Pro-War Right Still Attacking GOP Justice Candidate?
Fresh off the fax machine, we have the latest installment in a fascinating story about the growing divide over the Iraq war. The story involves one Rachel Lea Hunter, a Republican candidate for Chief Justice in North Carolina, and pro-war conservatives who are outraged at her anti-war and anti-Bush views. Here's the press release, which ran the headline "Neo-Cons Suspected of Terrorizing Web Site:"
CARY, N.C. -- The web site of Rachel Lea Hunter, leading candidate for Chief Justice of the North Carolina Supreme Court, was hijacked early in the week. The sit was quickly replaced with the outstanding work of the campaign team ...
"We have every reason to suspect that Rachel's comments against the Bush administration and in favor of Cindy Sheehan led to the disappearance of her campaign web site," suggested campaign manager Cameron DeJong.
"It should come as no surprise that certain people will use such dirty tactics to attack the free speech rights of their opposition," said Hunter.
A little more background: Rachel says she used to be a "loyal Republican." But then she started speaking out against the Iraq war, criticizing the Bush's administration's civil rights record, featuring Gold Star Families for Peace on her website. The attack dogs quickly came, savaging her in the media and harassing her campaign (of which the above alleged site hack may be a part).

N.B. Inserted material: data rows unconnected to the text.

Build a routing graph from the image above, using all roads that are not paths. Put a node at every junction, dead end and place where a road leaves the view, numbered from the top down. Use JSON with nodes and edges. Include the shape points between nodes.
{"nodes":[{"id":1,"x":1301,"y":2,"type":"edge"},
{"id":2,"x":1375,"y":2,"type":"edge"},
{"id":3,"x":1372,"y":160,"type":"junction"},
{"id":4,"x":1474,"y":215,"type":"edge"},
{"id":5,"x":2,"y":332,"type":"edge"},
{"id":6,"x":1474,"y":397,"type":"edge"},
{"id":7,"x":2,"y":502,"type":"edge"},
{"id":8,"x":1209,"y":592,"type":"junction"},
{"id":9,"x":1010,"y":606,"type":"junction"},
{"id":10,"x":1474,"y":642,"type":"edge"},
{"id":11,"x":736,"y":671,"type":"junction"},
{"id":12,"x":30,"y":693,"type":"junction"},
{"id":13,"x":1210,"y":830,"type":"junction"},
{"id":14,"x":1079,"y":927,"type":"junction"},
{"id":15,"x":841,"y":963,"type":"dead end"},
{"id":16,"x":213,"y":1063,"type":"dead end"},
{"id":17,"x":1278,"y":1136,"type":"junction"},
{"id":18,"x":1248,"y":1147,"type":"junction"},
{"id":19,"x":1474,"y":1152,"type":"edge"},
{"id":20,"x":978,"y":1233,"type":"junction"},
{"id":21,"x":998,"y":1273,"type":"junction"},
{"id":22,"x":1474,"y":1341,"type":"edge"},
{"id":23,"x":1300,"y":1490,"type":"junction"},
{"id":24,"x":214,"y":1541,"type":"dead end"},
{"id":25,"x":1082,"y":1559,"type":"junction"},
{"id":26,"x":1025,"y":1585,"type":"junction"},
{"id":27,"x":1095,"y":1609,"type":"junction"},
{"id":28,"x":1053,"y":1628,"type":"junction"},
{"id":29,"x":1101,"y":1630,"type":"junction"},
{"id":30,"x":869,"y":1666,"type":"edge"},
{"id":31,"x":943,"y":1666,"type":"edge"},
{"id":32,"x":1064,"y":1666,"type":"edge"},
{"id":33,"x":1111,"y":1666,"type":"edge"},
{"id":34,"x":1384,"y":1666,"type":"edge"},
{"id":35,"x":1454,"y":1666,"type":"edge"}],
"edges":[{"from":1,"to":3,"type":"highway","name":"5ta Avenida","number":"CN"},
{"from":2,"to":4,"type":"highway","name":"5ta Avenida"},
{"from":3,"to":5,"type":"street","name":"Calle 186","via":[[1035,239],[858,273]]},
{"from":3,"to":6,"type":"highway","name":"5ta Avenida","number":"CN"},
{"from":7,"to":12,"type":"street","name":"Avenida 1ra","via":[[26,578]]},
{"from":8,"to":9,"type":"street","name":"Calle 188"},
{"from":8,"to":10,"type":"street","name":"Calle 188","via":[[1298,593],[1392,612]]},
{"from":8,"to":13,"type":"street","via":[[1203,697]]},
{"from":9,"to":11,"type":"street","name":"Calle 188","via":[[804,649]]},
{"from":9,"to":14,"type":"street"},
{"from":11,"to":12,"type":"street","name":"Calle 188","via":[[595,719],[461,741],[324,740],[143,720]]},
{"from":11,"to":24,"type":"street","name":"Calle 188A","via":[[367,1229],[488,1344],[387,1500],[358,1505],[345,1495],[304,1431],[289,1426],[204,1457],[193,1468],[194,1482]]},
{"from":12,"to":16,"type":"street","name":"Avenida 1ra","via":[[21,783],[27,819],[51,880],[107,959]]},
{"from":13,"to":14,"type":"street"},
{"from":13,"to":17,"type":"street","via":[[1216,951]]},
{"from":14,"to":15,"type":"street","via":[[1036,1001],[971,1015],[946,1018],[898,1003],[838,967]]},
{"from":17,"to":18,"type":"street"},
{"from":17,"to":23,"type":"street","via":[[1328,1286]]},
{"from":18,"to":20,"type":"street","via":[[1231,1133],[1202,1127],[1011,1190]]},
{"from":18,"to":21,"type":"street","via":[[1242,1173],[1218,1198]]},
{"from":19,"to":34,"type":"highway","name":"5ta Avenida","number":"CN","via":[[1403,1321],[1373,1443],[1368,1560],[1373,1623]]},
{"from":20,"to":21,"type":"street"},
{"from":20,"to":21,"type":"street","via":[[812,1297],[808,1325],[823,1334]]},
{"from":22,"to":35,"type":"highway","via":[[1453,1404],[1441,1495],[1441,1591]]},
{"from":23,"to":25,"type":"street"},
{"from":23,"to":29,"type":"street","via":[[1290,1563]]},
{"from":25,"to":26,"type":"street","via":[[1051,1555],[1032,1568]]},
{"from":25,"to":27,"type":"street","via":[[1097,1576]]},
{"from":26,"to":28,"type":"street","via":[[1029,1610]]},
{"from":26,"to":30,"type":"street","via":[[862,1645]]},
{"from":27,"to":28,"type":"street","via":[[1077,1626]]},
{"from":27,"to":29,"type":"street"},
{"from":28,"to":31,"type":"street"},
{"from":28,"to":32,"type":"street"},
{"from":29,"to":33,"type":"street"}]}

Here are some choice snippets from the statement on the front of her campaign page:
I have been paying attention to events. I don't like what has been happening, especially to Cindy Sheehan. For those of you who don't know, she is the mother of a soldier killed in Iraq. She also has begun to turn her grief to anger, so that other mothers, sisters, brothers, husbands, wives and friends will not have to lose their loved ones or have their family members maimed in this nonsensical war.

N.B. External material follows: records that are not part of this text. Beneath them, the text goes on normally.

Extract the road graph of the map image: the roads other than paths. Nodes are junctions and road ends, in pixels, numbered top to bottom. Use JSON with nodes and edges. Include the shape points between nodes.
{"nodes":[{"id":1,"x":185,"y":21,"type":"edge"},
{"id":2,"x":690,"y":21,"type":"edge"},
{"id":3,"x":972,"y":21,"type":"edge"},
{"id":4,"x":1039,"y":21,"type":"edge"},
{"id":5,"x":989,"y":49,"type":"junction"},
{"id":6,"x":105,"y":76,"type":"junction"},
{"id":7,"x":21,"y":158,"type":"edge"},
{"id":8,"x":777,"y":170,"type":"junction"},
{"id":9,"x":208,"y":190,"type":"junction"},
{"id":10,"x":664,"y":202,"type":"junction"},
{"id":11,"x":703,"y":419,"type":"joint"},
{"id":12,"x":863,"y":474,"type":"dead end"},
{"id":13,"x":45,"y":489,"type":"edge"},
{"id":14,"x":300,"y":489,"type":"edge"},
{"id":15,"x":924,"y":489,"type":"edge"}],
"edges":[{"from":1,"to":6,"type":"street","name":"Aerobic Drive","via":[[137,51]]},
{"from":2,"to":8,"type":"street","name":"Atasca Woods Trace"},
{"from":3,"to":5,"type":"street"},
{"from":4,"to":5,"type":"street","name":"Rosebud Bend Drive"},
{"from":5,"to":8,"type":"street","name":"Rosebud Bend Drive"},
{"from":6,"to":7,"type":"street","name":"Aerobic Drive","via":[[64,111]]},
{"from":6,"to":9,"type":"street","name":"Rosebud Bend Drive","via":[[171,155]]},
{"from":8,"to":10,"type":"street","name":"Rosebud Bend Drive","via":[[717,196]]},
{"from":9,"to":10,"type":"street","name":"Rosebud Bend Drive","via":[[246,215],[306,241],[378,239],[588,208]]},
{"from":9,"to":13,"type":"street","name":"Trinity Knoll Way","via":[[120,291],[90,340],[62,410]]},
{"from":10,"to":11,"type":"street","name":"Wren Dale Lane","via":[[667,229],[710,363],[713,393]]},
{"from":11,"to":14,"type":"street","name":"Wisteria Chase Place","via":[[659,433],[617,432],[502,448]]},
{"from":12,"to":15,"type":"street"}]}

We are told that it is for a "noble cause." What "noble cause" is that? To kill innocent Iraqis? We are told its for our "freedom." That's nice that we are SO concerned about freedom in Iraq when our own freedoms at home are daily being eroded ...
But back to Ms. Sheehan. There has been a growing effort by the neo-cons in Washington to silence her. They are doing to her what the state neo-cons did to me on a local level. They have called out their usual attack dogs and willing accomplices in the media. They have attempted to portray her as part of the lunatic fringe, as some dupe controlled by [outside peace] groups. Nothing could be further from the truth.
Before this controversy started, I had written to Ms. Sheehan to voice my support. I also put her and her group, Gold Star Families for Peace, up on my website. If she has not been removed and, if my health permits me to travel such a distance, I will visit her in Texas. But anyone who knows her knows that she is not a tool ...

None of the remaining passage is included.